**EXTRACTED DATA**
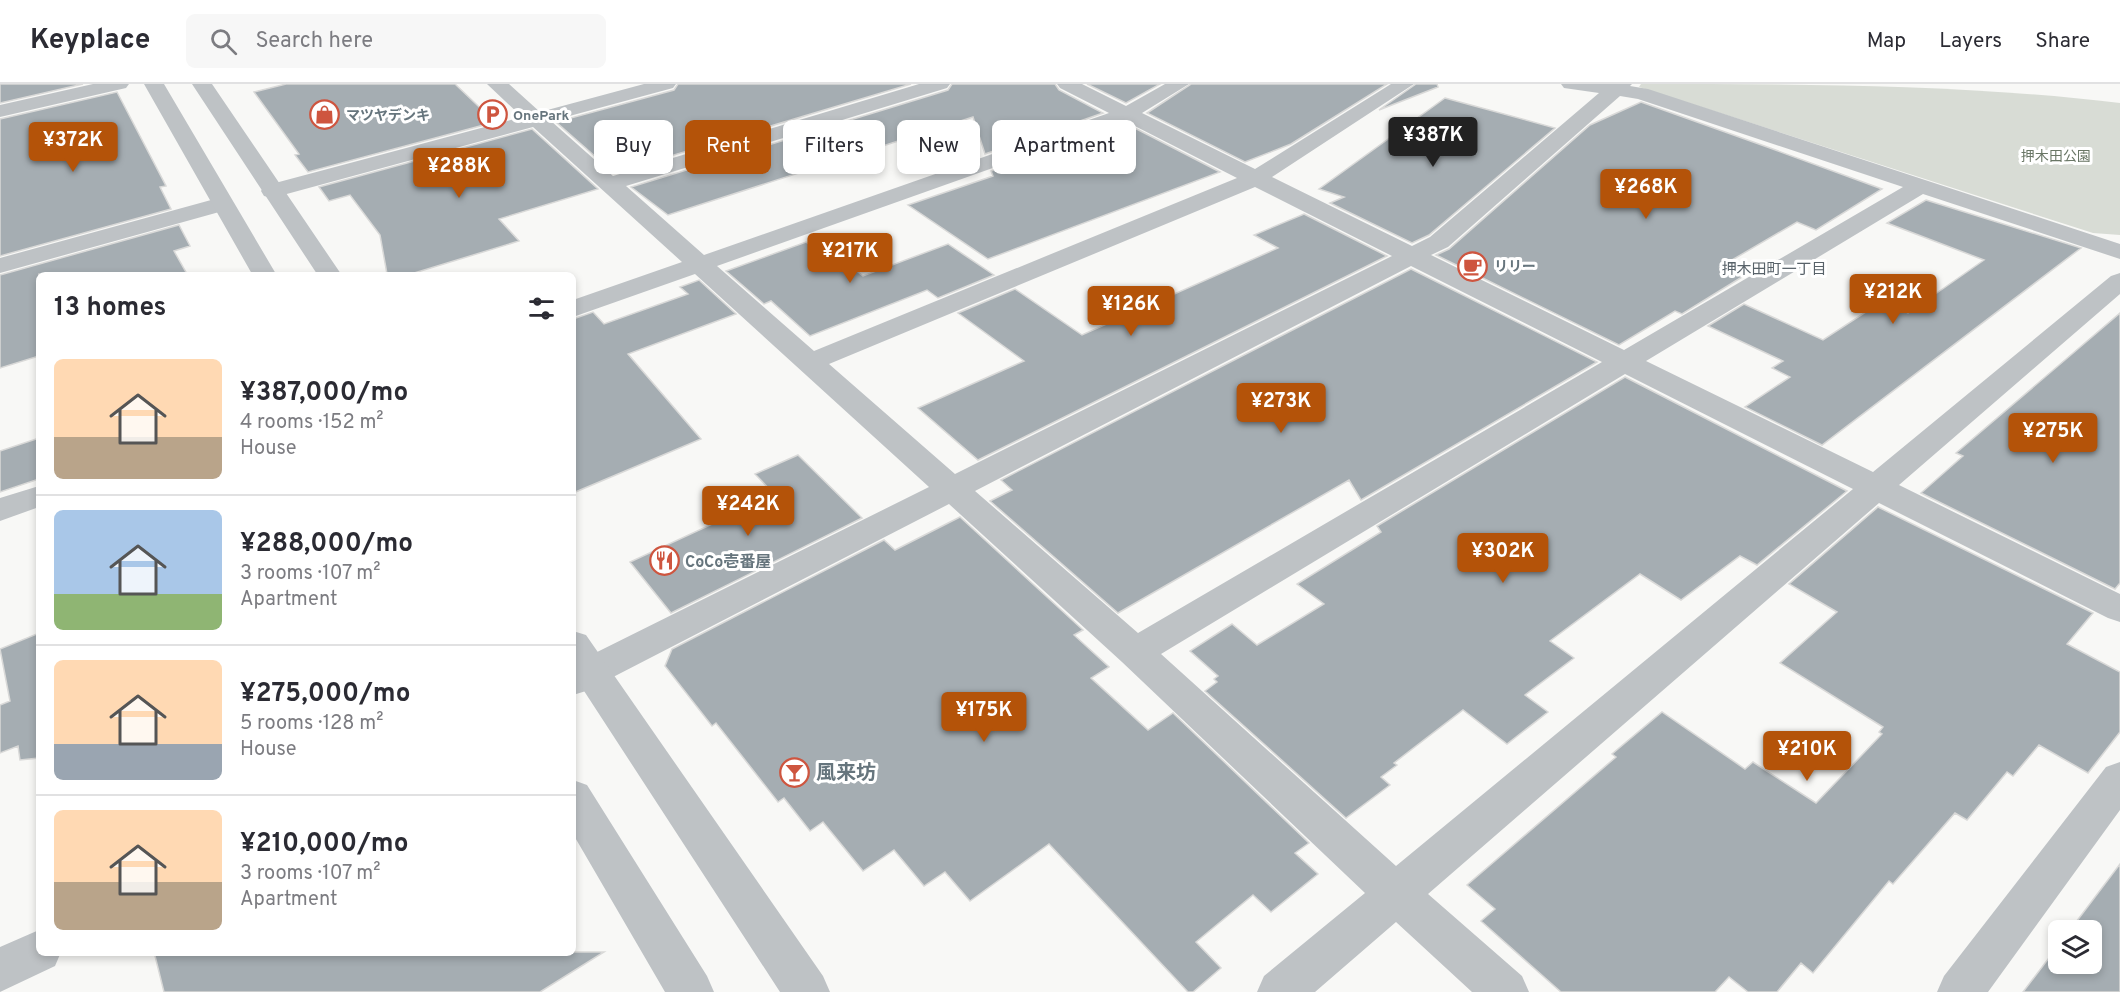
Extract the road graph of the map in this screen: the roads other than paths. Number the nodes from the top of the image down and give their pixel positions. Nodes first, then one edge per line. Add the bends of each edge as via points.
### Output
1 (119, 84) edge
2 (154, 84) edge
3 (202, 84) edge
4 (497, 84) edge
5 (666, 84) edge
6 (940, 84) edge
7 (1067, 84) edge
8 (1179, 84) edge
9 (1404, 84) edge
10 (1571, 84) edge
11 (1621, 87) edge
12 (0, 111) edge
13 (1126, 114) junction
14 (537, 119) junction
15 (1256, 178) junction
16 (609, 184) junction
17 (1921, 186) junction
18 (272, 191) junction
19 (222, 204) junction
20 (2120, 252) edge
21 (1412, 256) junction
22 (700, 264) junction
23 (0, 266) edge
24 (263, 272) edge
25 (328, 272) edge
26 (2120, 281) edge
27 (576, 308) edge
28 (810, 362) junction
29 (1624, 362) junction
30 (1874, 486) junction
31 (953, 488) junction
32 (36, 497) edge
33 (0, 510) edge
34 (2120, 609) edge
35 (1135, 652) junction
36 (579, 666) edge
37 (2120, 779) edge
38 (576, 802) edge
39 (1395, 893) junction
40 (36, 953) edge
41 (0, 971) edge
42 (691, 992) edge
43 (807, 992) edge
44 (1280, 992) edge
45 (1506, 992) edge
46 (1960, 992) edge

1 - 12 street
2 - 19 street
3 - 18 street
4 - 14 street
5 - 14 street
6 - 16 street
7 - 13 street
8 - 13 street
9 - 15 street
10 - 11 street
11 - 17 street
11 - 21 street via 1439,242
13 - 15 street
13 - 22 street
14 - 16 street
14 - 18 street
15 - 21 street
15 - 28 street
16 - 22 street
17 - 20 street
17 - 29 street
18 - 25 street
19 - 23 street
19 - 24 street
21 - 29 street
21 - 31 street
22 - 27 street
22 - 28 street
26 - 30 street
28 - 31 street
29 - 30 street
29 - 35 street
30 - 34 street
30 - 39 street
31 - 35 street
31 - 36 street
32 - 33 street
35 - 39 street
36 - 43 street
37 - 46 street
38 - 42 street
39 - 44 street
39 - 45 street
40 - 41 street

**WORK ORDER**
I'd like the material above repeated exactly, with the pictures omitted.

**RESPONSE TO THIS TASK**
Extract the road graph of the map in this screen: the roads other than paths. Number the nodes from the top of the image down and give their pixel positions. Nodes first, then one edge per line. Add the bends of each edge as via points.
### Output
1 (119, 84) edge
2 (154, 84) edge
3 (202, 84) edge
4 (497, 84) edge
5 (666, 84) edge
6 (940, 84) edge
7 (1067, 84) edge
8 (1179, 84) edge
9 (1404, 84) edge
10 (1571, 84) edge
11 (1621, 87) edge
12 (0, 111) edge
13 (1126, 114) junction
14 (537, 119) junction
15 (1256, 178) junction
16 (609, 184) junction
17 (1921, 186) junction
18 (272, 191) junction
19 (222, 204) junction
20 (2120, 252) edge
21 (1412, 256) junction
22 (700, 264) junction
23 (0, 266) edge
24 (263, 272) edge
25 (328, 272) edge
26 (2120, 281) edge
27 (576, 308) edge
28 (810, 362) junction
29 (1624, 362) junction
30 (1874, 486) junction
31 (953, 488) junction
32 (36, 497) edge
33 (0, 510) edge
34 (2120, 609) edge
35 (1135, 652) junction
36 (579, 666) edge
37 (2120, 779) edge
38 (576, 802) edge
39 (1395, 893) junction
40 (36, 953) edge
41 (0, 971) edge
42 (691, 992) edge
43 (807, 992) edge
44 (1280, 992) edge
45 (1506, 992) edge
46 (1960, 992) edge

1 - 12 street
2 - 19 street
3 - 18 street
4 - 14 street
5 - 14 street
6 - 16 street
7 - 13 street
8 - 13 street
9 - 15 street
10 - 11 street
11 - 17 street
11 - 21 street via 1439,242
13 - 15 street
13 - 22 street
14 - 16 street
14 - 18 street
15 - 21 street
15 - 28 street
16 - 22 street
17 - 20 street
17 - 29 street
18 - 25 street
19 - 23 street
19 - 24 street
21 - 29 street
21 - 31 street
22 - 27 street
22 - 28 street
26 - 30 street
28 - 31 street
29 - 30 street
29 - 35 street
30 - 34 street
30 - 39 street
31 - 35 street
31 - 36 street
32 - 33 street
35 - 39 street
36 - 43 street
37 - 46 street
38 - 42 street
39 - 44 street
39 - 45 street
40 - 41 street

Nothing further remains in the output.